输入（资源+逻辑）-> 黑盒 -> 输出

CoreImage 可以选择GPU处理->Metal->CoreImage,也可以选择CPU处理

GPUImage 有OpenGL ES版，也有Metal版本（Metal 版本极为简陋）

Metal使用大致分为：

build :shader
initialize :device and Queues Render Objects
Render:commandBuffer、ResourceUpdate、renderEncoder、Display

Metal 为控制GPU的编程语言其实从代码来讲，大部分时间都是在CPU完成组件的创建，包括shader，pipline，encoder。

build :shader

主要完成shader的编译，涉及到vertex 、fragment

Metal中的shader是MSL语言，SIMD的存在支持MSL与原生代码共享数据结构。

一个简单的vertexShader ：

vertex ThreeInputVertexIO threeInputVertex(device packed_float2 *position [[buffer(0)]],
                                       device packed_float2 *texturecoord [[buffer(1)]],
                                       device packed_float2 *texturecoord2 [[buffer(2)]],
                                       uint vid [[vertex_id]])
{
    ThreeInputVertexIO outputVertices;
    
    outputVertices.position = float4(position[vid], 0, 1.0);
    outputVertices.textureCoordinate = texturecoord[vid];
    outputVertices.textureCoordinate2 = texturecoord2[vid];
    
    return outputVertices;
}
复制代码

outputVertices.position = float4(position[vid], 0, 1.0); position[vid] 是float2 SIMD 是 Apple 提供的一款方便原生程序与着色器程序共享数据结构的库。
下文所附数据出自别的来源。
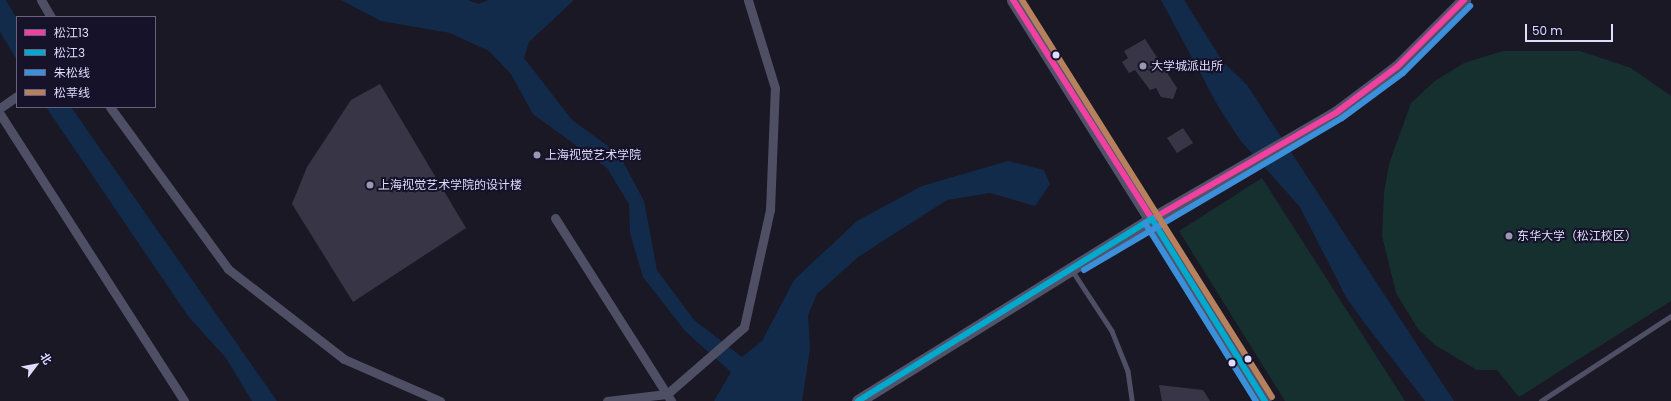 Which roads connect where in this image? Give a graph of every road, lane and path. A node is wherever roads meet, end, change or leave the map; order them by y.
1 (42, 0) edge
2 (748, 0) edge
3 (1013, 0) edge
4 (1464, 0) edge
5 (50, 16) edge
6 (16, 97) edge
7 (0, 108) edge
8 (111, 108) edge
9 (0, 114) edge
10 (555, 218) dead end
11 (1152, 219) junction
12 (1071, 269) junction
13 (1670, 318) edge
14 (669, 397) edge
15 (184, 401) edge
16 (440, 401) edge
17 (607, 401) edge
18 (858, 401) edge
19 (1132, 401) edge
20 (1265, 401) edge
21 (1541, 401) edge

1 - 5 street
2 - 14 street
3 - 11 main road
4 - 11 main road
6 - 7 street
8 - 16 street
9 - 15 street
10 - 14 street
11 - 12 main road
11 - 20 main road
12 - 18 main road
12 - 19 lane
13 - 21 lane
14 - 17 street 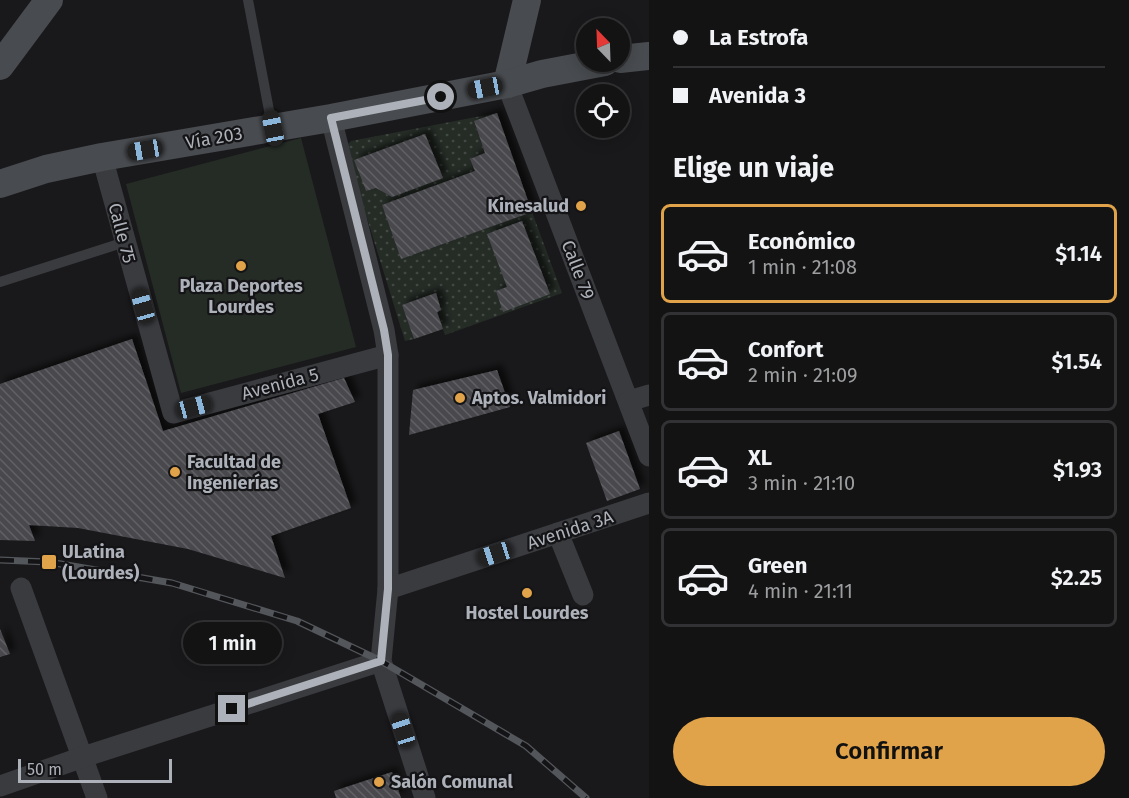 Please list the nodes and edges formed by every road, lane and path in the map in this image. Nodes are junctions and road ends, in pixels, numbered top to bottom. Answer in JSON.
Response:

开发者可以基于SIMD框架在Objective-C头文件中定义一系列数据结构，在原生代码和着色器程序中通过#include包含这个头文件，两者就都有了这个结构的定义。

ThreeInputVertexIO 声明如下：

struct ThreeInputVertexIO
{
    float4 position [[position]];
    float2 textureCoordinate [[user(texturecoord)]];
    float2 textureCoordinate [[user(texturecoord2)]];

};
复制代码

device packed_float2 *position [[buffer(0)]]

device packed_float2 *texturecoord [[buffer(1)]]

packed_float2是类型 position、texturecoord是变量名

device是内存修饰符，Metal种的内存访问主要有两种方式：Device模式和Constant模式，由代码中显式指定。

Device模式是比较通用的访问模式，使用限制比较少，而Constant模式是为了多次读取而设计的快速访问只读模式，通过Constant内存模式访问的参数的数据的字节数量是固定的，特点总结为： Device支持读写，并且没有size的限制； Constant是只读，并且限定大小；如何选择Device和Constant模式？先看数据size是否会变化，再看访问的频率高低，只有那些固定size且经常访问的部分适合使用constant模式，其他的均用Device。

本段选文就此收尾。